Jacquelyn Martin/Associated Press

Jacquelyn Martin/Associated Press

Supreme Court nominee Ketanji Brown Jackson readily admits that her more than more than 570 written decisions tend to run long, something she’s sure that the senators holding her confirmation hearing this week have noticed.

There’s a good reason, Jackson said Monday, the first of four days of grilling by members of the Senate Judiciary Committee.

The first Black woman to be nominated to the nation’s highest court, she believes in transparency, in ensuring that people know the basis for decisions she made as a judge on both the U.S. District Court for the District of Columbia and the D.C. Circuit Court of Appeals.

“All of my professional experiences, including my work as a public defender and a trial judge, have instilled in me the importance of having each litigant in a case know that a judge has heard them,” Jackson said, “whether or not their arguments have prevailed in court.”

While Jackson spent most of her time thanking supporters including her parents, who grew up during the era of racial segregation and wanted something better for their daughter, lawmakers used as much of theirs on decades-long partisan grudges as on the nominee's qualifications.

GOP members, for instance, accused Democrats of engaging in the “politics of personal destruction,” as Sen. Mike Lee of Utah put it.

DARK MONEY

They recalled instances as disparate as President Ronald Reagan’s failed nomination of Robert Bork in the late 1980s - after a confirmation hearing led by Joe Biden, who was then chairman of the Judiciary Committee and is now president -  and the 2018 hearings for current Justice Brett Kavanaugh, which focused on claims of sexual misconduct.

GOP Sens. Ted Cruz of Texas and Marsha Blackburn of Tennessee ticked off a virtual hit list of Republican talking points, from accusations that the Supreme Court has appropriated duties the Constitution gave to Congress to a diatribe on transgender rights.

Democrats, still chafing from former GOP Majority Leader Mitch McConnell’s machinations that allowed former President Donald Trump to appoint three justices, emphasized Jackson’s accomplished resume while taking veiled and not-so-veiled shots at the other party’s tactics.

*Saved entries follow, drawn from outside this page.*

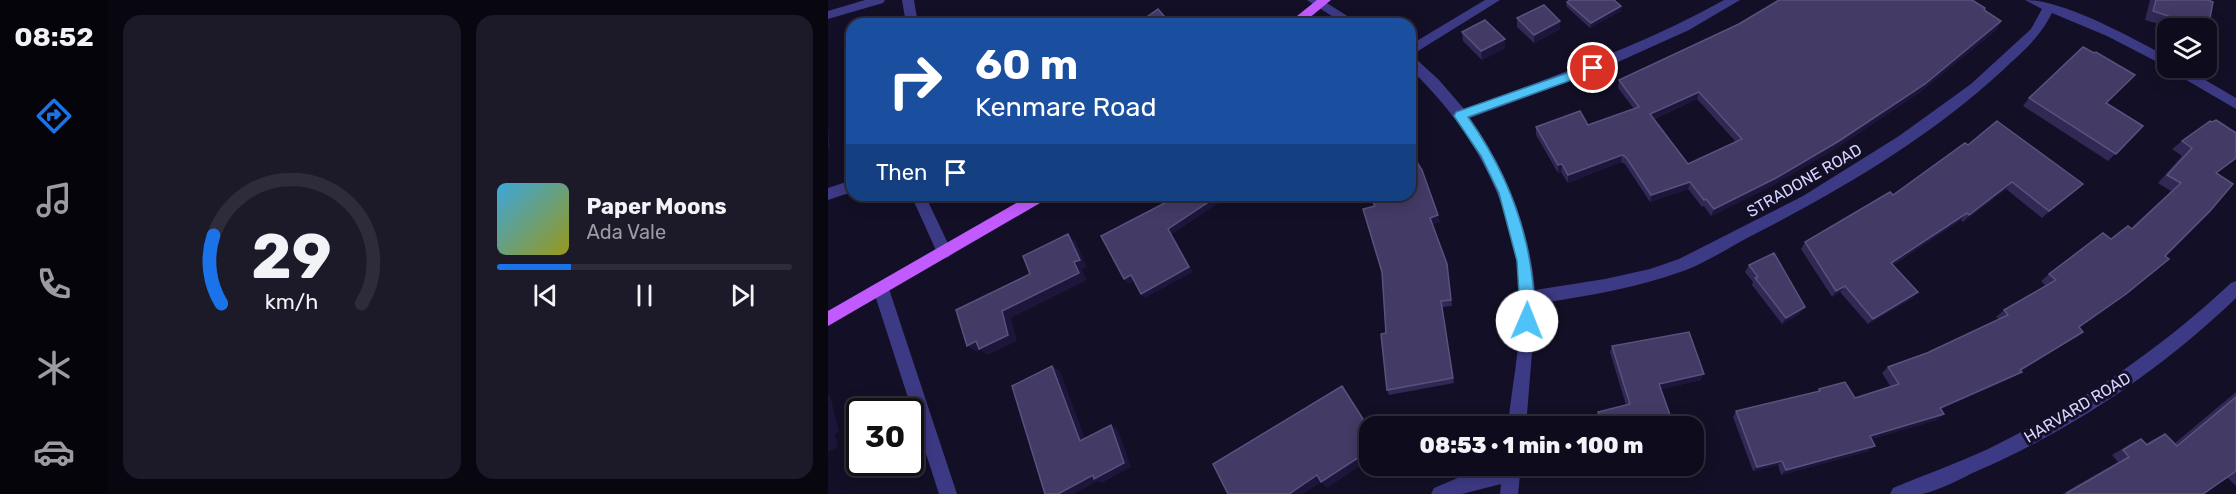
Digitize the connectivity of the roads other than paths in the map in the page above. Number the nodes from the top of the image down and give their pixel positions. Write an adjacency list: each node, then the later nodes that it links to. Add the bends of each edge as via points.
1 (879, 0): 8 (street)
2 (908, 0): 9 (street)
3 (1494, 0): 12 (street)
4 (1734, 0): 17 (street, via 1685,27 1593,68)
5 (2031, 0): 7 (street)
6 (1319, 1): 10 (main road); 11 (street)
7 (2049, 7): 13 (street); 25 (street, STRADONE ROAD, via 2036,32 1976,87 1904,140 1808,200 1684,264 1650,276)
8 (828, 15)
9 (911, 18)
10 (1300, 18)
11 (1345, 18)
12 (1416, 47)
13 (2157, 57)
14 (1416, 68): 17 (street)
15 (2193, 78): 16 (street)
16 (2236, 104)
17 (1460, 116): 25 (street, via 1486,153 1505,193 1524,261)
18 (846, 188): 19 (street)
19 (828, 194)
20 (921, 201): 22 (street)
21 (1032, 201): 22 (main road)
22 (944, 252): 24 (main road)
23 (2236, 288): 33 (street, HARVARD ROAD, via 2184,336 2088,402 1974,464)
24 (881, 289): 26 (main road); 30 (street)
25 (1528, 298): 27 (street)
26 (828, 319)
27 (1518, 416)
28 (1490, 476): 31 (street)
29 (1511, 476): 32 (street)
30 (948, 494)
31 (1440, 494)
32 (1509, 494)
33 (1899, 494)

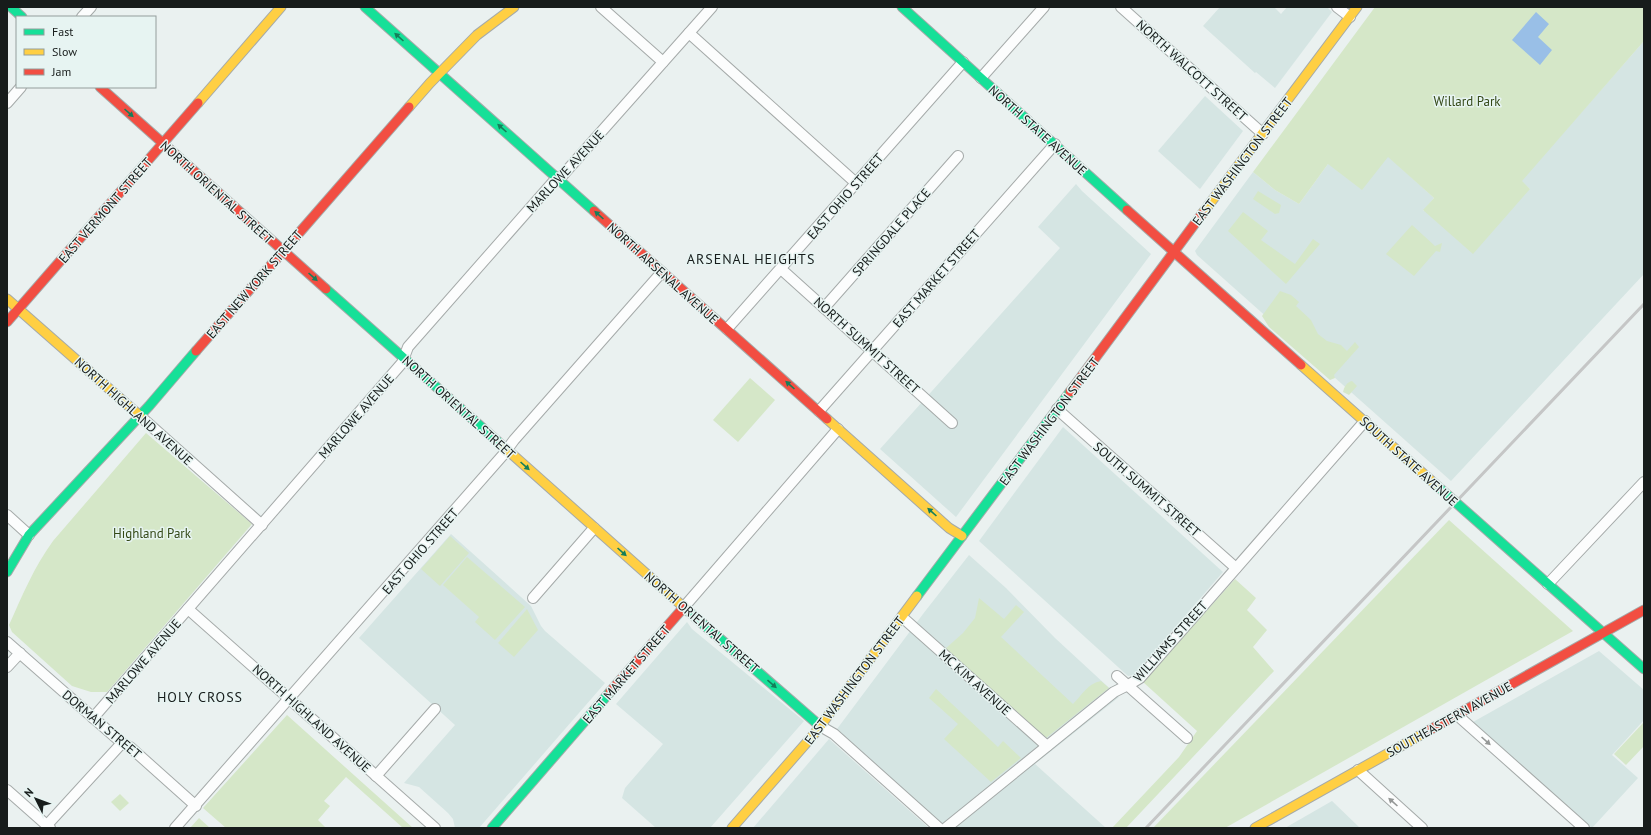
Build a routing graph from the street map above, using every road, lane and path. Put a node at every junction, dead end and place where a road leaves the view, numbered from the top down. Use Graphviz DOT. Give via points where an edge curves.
graph roads {
  1 [pos="11,7"];
  2 [pos="91,7"];
  3 [pos="281,7"];
  4 [pos="514,7"];
  5 [pos="601,7"];
  6 [pos="712,7"];
  7 [pos="902,7"];
  8 [pos="1044,7"];
  9 [pos="1121,7"];
  10 [pos="1337,7"];
  11 [pos="1357,7"];
  12 [pos="368,8"];
  13 [pos="21,16"];
  14 [pos="83,16"];
  15 [pos="1350,17"];
  16 [pos="689,33"];
  17 [pos="663,62"];
  18 [pos="963,62"];
  19 [pos="440,73"];
  20 [pos="981,78"];
  21 [pos="20,88"];
  22 [pos="101,88"];
  23 [pos="7,103"];
  24 [pos="1263,134"];
  25 [pos="163,143"];
  26 [pos="1054,144"];
  27 [pos="958,156"];
  28 [pos="558,179"];
  29 [pos="856,183"];
  30 [pos="284,251"];
  31 [pos="1175,252"];
  32 [pos="781,269"];
  33 [pos="662,272"];
  34 [pos="7,298"];
  35 [pos="19,308"];
  36 [pos="824,308"];
  37 [pos="7,322"];
  38 [pos="727,329"];
  39 [pos="872,350"];
  40 [pos="405,358"];
  41 [pos="1057,409"];
  42 [pos="819,411"];
  43 [pos="140,416"];
  44 [pos="1365,421"];
  45 [pos="952,422"];
  46 [pos="838,429"];
  47 [pos="507,450"];
  48 [pos="1644,482"];
  49 [pos="7,515"];
  50 [pos="262,525"];
  51 [pos="594,528"];
  52 [pos="29,535"];
  53 [pos="962,536"];
  54 [pos="1236,568"];
  55 [pos="7,572"];
  56 [pos="1548,584"];
  57 [pos="533,598"];
  58 [pos="684,607"];
  59 [pos="188,609"];
  60 [pos="1644,610"];
  61 [pos="902,617"];
  62 [pos="1603,632"];
  63 [pos="7,642"];
  64 [pos="20,653"];
  65 [pos="7,667"];
  66 [pos="1644,669"];
  67 [pos="1117,676"];
  68 [pos="1128,685"];
  69 [pos="289,699"];
  70 [pos="435,709"];
  71 [pos="1457,715"];
  72 [pos="93,718"];
  73 [pos="820,726"];
  74 [pos="1187,738"];
  75 [pos="122,743"];
  76 [pos="1047,746"];
  77 [pos="1358,770"];
  78 [pos="376,776"];
  79 [pos="7,790"];
  80 [pos="196,806"];
  81 [pos="48,827"];
  82 [pos="1258,827"];
  83 [pos="175,828"];
  84 [pos="435,828"];
  85 [pos="492,828"];
  86 [pos="732,828"];
  87 [pos="939,828"];
  88 [pos="946,828"];
  89 [pos="1422,828"];
  90 [pos="1584,828"];
  1 -- 13 [label="street"];
  2 -- 14 [label="street"];
  3 -- 25 [label="street, EAST VERMONT STREET"];
  4 -- 19 [label="street, EAST NEW YORK STREET" via="477,35"];
  5 -- 17 [label="street"];
  6 -- 16 [label="street, MARLOWE AVENUE"];
  7 -- 18 [label="street, NORTH STATE AVENUE"];
  8 -- 20 [label="street"];
  9 -- 24 [label="street, NORTH WALCOTT STREET"];
  10 -- 15 [label="street"];
  11 -- 15 [label="street, EAST WASHINGTON STREET"];
  19 -- 12 [label="street, NORTH ARSENAL AVENUE, one-way"];
  15 -- 24 [label="street, EAST WASHINGTON STREET"];
  16 -- 17 [label="street, MARLOWE AVENUE"];
  16 -- 29 [label="street"];
  17 -- 28 [label="street, MARLOWE AVENUE"];
  18 -- 20 [label="street, NORTH STATE AVENUE"];
  18 -- 29 [label="street, EAST OHIO STREET"];
  28 -- 19 [label="street, NORTH ARSENAL AVENUE, one-way"];
  19 -- 30 [label="street, EAST NEW YORK STREET"];
  20 -- 26 [label="street, NORTH STATE AVENUE"];
  21 -- 23 [label="street"];
  22 -- 25 [label="street, NORTH ORIENTAL STREET, one-way"];
  24 -- 31 [label="street, EAST WASHINGTON STREET"];
  25 -- 30 [label="street, NORTH ORIENTAL STREET"];
  25 -- 35 [label="street, EAST VERMONT STREET"];
  26 -- 31 [label="street, NORTH STATE AVENUE"];
  26 -- 39 [label="street, EAST MARKET STREET"];
  27 -- 36 [label="street, SPRINGDALE PLACE"];
  33 -- 28 [label="street, NORTH ARSENAL AVENUE, one-way"];
  28 -- 40 [label="street, MARLOWE AVENUE" via="408,348"];
  29 -- 32 [label="street, EAST OHIO STREET"];
  30 -- 40 [label="street, NORTH ORIENTAL STREET, one-way"];
  30 -- 43 [label="street, EAST NEW YORK STREET"];
  31 -- 41 [label="street, EAST WASHINGTON STREET"];
  31 -- 44 [label="street, SOUTH STATE AVENUE"];
  32 -- 36 [label="street, NORTH SUMMIT STREET"];
  32 -- 38 [label="street, EAST OHIO STREET"];
  33 -- 38 [label="street, NORTH ARSENAL AVENUE"];
  33 -- 47 [label="street, EAST OHIO STREET"];
  34 -- 35 [label="street, NORTH HIGHLAND AVENUE"];
  35 -- 37 [label="street, EAST VERMONT STREET"];
  35 -- 43 [label="street, NORTH HIGHLAND AVENUE"];
  36 -- 39 [label="street, NORTH SUMMIT STREET"];
  42 -- 38 [label="street, NORTH ARSENAL AVENUE, one-way"];
  39 -- 42 [label="street, EAST MARKET STREET"];
  39 -- 45 [label="street, NORTH SUMMIT STREET"];
  40 -- 47 [label="street, NORTH ORIENTAL STREET"];
  40 -- 50 [label="street, MARLOWE AVENUE"];
  41 -- 53 [label="street, EAST WASHINGTON STREET"];
  41 -- 54 [label="street, SOUTH SUMMIT STREET"];
  42 -- 46 [label="street, NORTH ARSENAL AVENUE"];
  43 -- 50 [label="street, NORTH HIGHLAND AVENUE"];
  43 -- 52 [label="street, EAST NEW YORK STREET"];
  44 -- 54 [label="street, WILLIAMS STREET"];
  44 -- 56 [label="street, SOUTH STATE AVENUE"];
  53 -- 46 [label="street, NORTH ARSENAL AVENUE, one-way" via="949,528"];
  46 -- 58 [label="street, EAST MARKET STREET"];
  47 -- 51 [label="street, NORTH ORIENTAL STREET, one-way"];
  47 -- 69 [label="street, EAST OHIO STREET"];
  48 -- 56 [label="street"];
  49 -- 52 [label="street"];
  50 -- 59 [label="street, MARLOWE AVENUE"];
  51 -- 57 [label="street"];
  51 -- 58 [label="street, NORTH ORIENTAL STREET, one-way"];
  52 -- 55 [label="street, EAST NEW YORK STREET"];
  53 -- 61 [label="street, EAST WASHINGTON STREET"];
  54 -- 68 [label="street, WILLIAMS STREET" via="1140,678"];
  56 -- 62 [label="street, SOUTH STATE AVENUE"];
  58 -- 73 [label="street, NORTH ORIENTAL STREET, one-way"];
  58 -- 85 [label="street, EAST MARKET STREET"];
  59 -- 69 [label="street, NORTH HIGHLAND AVENUE"];
  59 -- 72 [label="street, MARLOWE AVENUE"];
  60 -- 62 [label="street, SOUTHEASTERN AVENUE"];
  61 -- 73 [label="street, EAST WASHINGTON STREET"];
  61 -- 76 [label="street, MC KIM AVENUE"];
  62 -- 66 [label="street, SOUTH STATE AVENUE"];
  62 -- 71 [label="street, SOUTHEASTERN AVENUE"];
  63 -- 64 [label="street, DORMAN STREET"];
  64 -- 65 [label="street"];
  64 -- 72 [label="street, DORMAN STREET"];
  67 -- 68 [label="street"];
  68 -- 74 [label="street"];
  68 -- 76 [label="street, WILLIAMS STREET" via="1118,689"];
  69 -- 78 [label="street, NORTH HIGHLAND AVENUE"];
  69 -- 80 [label="street, EAST OHIO STREET"];
  70 -- 78 [label="street"];
  71 -- 77 [label="street, SOUTHEASTERN AVENUE"];
  71 -- 90 [label="street, one-way"];
  72 -- 75 [label="street, DORMAN STREET"];
  73 -- 86 [label="street, EAST WASHINGTON STREET"];
  73 -- 87 [label="street" via="834,734"];
  75 -- 80 [label="street, DORMAN STREET" via="130,746"];
  75 -- 81 [label="street"];
  76 -- 88 [label="street, WILLIAMS STREET"];
  77 -- 82 [label="street, SOUTHEASTERN AVENUE"];
  89 -- 77 [label="street, one-way"];
  78 -- 84 [label="street, NORTH HIGHLAND AVENUE"];
  79 -- 81 [label="street"];
  80 -- 83 [label="street, EAST OHIO STREET"];
}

“The unpleasant fact is that the present court is the court that dark money built,” said Sen. Sheldon Whitehouse, a Rhode Island Democrat. "Anonymous donations funded the Federalist Society while it housed the selection turnstile run by the dark-money donors."

Trump, in fact, promised conservative outlet Breitbart in 2016 that all his judicial nominees would be picked by the Federalist Society, a self-described conservative and libertarian group that says it doesn’t “sponsor or endorse nominees” for public service.

Jackson’s nomination process offered a sharp contrast, he argued, with Biden undertaking a “thorough and independent review” of her record.

Nonetheless, “we have already seen dark-money groups use dark money to run ads charging that dark money swayed this selection,” Whitehouse said. “We are hearing that again today, ironic when hundreds of millions of dollars of right-wing dark money built the current court majority.”

Indeed, McConnell himself suggested such funds were used to secure Jackson’s nomination shortly after Biden announced it.

'Should have happened years ago'

A number of Republicans also used language echoing that of the Federalist Society to argue that justices should limit themselves to determining what the law is, not what it should be, and that they should adhere to largely unspecified “traditional values.”

Parents “are very concerned about the progressive agenda being pushed in some of our schools,” Blackburn said.

“Biological males are being allowed to steal opportunities from female athletes in the name of progressivism,” she added, and many of her constituents fear more vaccine and mask mandates due to COVID-19 or future pandemics.

Blackburn's party has largely opposed requiring masks - believed to help prevent infection from a virus that forced the shutdown of much of the U.S. economy and killed hundreds of thousands of Americans - as well as mandates that people be inoculated against the disease before returning to public settings including classrooms.

“Americans need a Supreme Court justice who will protect our children and will defend parents’ constitutional right to decide what is best for their own children,” she said, implying that Jackson would not do so, then telling the jurist that her story is an example of the American dream being fulfilled.

“You are able to sit here today because you were reared and built your career in a free country whose laws protect equal justice and opportunity for all,” Blackburn said, moments after touching on critical race theory, an academic examination of racism in societal structures that the GOP has condemned.

Democrats and civil rights advocates point to the historic nature of Jackson’s nomination as proof that the U.S. continues to struggle with racial inequality and systemic discrimination.

“The appointment of a Black woman to the U.S. Supreme Court, let’s be very blunt, should have happened years ago,” Sen. Richard Blumenthal of Connecticut told Jackson.

“It means that your service will make the court look more like America,” he added. “Hopefully, too, it will make the court think more like America. We will never know in detail all of the challenges and obstacles that you’ve overcome to be here today, but we know for sure that you will bring an important perspective, in fact a unique perspective, to a court that deeply needs it.”